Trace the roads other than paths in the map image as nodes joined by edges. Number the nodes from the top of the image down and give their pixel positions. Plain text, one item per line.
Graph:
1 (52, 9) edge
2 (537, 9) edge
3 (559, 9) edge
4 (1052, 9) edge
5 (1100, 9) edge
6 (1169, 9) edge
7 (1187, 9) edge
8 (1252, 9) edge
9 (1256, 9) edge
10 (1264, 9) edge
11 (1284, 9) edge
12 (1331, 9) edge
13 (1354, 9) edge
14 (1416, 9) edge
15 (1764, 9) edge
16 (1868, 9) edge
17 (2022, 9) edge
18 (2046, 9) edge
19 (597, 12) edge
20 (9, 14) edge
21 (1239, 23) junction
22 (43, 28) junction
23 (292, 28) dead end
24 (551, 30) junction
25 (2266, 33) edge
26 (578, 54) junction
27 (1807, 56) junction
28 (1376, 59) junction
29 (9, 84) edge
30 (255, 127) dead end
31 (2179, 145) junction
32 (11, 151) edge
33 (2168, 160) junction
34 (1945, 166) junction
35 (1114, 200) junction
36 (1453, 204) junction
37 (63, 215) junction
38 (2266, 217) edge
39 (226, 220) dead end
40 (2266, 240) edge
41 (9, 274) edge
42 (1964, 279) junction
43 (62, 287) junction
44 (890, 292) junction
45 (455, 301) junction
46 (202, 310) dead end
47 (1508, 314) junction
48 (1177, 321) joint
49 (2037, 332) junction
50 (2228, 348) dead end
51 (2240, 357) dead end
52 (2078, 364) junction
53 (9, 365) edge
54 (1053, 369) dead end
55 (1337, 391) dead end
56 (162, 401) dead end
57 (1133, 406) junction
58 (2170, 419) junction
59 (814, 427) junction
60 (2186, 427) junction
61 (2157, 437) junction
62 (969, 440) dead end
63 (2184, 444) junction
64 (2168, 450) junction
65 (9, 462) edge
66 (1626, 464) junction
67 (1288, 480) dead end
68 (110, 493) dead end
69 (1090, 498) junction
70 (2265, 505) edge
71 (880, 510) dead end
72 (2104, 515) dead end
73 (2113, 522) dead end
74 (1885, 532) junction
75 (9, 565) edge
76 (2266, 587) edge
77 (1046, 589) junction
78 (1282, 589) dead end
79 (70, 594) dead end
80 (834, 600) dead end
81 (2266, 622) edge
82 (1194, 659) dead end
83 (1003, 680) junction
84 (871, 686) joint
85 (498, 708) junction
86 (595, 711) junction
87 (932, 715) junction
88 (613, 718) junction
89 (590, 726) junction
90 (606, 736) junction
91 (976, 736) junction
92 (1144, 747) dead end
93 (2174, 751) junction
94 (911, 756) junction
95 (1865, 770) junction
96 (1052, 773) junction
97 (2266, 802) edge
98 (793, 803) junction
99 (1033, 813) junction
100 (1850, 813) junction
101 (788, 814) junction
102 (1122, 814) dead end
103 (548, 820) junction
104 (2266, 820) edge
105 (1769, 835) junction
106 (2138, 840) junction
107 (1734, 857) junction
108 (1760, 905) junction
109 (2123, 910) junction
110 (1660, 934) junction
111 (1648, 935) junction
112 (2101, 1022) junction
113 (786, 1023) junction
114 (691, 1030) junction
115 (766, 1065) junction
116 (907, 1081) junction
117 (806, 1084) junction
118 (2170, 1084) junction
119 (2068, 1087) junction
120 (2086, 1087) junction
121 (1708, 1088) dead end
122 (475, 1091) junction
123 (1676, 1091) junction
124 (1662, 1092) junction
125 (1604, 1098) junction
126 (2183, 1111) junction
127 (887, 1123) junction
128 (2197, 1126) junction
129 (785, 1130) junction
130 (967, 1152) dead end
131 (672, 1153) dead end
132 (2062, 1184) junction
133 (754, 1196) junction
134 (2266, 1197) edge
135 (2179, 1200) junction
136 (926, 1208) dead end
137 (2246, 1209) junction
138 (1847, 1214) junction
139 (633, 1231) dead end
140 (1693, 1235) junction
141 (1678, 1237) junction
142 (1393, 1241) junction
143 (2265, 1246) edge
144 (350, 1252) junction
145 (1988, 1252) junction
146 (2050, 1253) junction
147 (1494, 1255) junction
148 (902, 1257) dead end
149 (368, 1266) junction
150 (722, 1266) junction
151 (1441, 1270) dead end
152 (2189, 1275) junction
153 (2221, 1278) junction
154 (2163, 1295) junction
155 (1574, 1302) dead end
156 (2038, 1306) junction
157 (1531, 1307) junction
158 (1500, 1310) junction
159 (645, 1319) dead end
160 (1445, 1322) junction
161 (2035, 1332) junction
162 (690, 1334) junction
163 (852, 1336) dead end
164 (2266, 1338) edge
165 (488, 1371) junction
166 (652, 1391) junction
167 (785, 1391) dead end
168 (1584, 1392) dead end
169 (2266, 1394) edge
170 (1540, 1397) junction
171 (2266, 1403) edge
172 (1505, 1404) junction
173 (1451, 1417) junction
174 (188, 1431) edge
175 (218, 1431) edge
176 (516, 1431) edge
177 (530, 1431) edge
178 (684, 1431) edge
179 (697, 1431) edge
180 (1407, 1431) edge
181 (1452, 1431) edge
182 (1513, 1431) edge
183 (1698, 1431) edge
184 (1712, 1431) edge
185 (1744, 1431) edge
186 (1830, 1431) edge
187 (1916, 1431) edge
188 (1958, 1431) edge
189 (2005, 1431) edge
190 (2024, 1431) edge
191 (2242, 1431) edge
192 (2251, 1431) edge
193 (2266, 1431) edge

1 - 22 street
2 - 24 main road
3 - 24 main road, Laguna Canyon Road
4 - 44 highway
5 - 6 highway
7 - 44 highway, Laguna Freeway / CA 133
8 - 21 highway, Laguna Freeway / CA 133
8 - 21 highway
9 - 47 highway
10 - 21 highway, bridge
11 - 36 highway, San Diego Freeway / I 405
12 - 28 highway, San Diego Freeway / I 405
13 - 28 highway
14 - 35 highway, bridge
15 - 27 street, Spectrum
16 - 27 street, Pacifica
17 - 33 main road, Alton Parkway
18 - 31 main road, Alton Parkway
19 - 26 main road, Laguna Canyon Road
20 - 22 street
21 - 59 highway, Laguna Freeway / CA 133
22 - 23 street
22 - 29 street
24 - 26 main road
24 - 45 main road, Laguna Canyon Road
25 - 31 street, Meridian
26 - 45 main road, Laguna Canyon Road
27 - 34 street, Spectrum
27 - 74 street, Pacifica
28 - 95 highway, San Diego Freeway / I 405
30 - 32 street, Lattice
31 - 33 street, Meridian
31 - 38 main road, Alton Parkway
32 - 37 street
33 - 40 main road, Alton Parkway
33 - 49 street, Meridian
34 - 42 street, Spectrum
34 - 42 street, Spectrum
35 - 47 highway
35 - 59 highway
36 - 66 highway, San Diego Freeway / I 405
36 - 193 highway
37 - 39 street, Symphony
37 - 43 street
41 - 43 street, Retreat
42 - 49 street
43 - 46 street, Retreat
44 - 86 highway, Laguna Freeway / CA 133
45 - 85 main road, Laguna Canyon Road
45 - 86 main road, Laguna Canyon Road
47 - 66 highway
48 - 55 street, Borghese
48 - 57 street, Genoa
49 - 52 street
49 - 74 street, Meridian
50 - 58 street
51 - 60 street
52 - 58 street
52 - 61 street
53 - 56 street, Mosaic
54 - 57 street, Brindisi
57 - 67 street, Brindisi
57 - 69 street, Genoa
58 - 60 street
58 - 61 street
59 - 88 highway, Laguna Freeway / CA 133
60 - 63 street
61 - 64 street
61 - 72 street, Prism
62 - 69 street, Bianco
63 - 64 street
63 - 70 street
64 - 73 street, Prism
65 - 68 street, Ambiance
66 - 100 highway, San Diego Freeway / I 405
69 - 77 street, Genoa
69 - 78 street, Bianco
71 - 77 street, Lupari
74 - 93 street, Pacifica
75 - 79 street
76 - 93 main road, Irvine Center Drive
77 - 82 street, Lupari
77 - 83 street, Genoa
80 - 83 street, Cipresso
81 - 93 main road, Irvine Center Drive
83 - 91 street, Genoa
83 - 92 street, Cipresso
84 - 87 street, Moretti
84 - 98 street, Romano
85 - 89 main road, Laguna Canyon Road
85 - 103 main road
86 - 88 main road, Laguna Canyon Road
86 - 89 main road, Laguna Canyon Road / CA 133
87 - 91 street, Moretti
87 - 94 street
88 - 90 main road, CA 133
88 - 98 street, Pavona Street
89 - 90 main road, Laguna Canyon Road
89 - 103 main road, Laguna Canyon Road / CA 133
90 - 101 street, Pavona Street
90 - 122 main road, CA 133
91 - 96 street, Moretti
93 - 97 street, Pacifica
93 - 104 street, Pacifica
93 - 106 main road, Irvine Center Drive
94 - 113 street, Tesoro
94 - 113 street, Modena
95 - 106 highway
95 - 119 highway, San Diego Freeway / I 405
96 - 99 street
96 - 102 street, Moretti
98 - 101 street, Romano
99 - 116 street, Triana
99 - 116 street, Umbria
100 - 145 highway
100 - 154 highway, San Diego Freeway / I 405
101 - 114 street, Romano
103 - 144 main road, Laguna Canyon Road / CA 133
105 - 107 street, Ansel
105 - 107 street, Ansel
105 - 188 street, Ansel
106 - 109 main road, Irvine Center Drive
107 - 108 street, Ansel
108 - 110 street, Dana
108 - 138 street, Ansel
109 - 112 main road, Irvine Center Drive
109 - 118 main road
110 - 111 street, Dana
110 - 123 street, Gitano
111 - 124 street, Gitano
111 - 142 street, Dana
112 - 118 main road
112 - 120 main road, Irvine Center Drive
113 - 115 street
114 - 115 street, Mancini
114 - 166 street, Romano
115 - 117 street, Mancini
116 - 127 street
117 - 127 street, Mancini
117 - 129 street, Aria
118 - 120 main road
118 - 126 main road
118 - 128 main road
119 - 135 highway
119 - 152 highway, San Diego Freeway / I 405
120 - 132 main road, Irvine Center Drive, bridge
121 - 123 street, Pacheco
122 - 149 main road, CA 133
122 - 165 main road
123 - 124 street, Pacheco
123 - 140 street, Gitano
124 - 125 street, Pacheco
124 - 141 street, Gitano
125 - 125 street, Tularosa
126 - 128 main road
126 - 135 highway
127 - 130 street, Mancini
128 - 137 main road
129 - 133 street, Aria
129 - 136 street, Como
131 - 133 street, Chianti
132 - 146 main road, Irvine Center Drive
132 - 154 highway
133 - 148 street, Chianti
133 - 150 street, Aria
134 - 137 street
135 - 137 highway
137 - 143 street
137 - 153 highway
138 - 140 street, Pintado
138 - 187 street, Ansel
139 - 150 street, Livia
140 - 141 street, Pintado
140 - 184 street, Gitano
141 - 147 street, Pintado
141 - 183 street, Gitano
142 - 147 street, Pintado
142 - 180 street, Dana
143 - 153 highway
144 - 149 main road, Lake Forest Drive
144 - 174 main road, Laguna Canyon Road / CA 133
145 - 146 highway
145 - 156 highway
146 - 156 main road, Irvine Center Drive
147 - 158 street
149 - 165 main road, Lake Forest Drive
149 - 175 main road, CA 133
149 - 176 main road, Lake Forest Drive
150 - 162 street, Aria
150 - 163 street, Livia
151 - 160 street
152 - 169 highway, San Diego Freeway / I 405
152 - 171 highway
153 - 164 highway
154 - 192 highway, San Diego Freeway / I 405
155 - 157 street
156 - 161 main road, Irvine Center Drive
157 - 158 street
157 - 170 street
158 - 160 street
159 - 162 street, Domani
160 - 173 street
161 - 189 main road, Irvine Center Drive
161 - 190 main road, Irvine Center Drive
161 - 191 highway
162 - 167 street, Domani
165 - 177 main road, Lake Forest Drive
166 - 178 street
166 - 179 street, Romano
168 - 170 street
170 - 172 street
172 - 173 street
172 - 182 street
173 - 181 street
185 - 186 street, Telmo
+--
What the task requires ▸ Identify all lines in the records above with the word "Retreat".

Finished task ▸
41 - 43 street, Retreat
43 - 46 street, Retreat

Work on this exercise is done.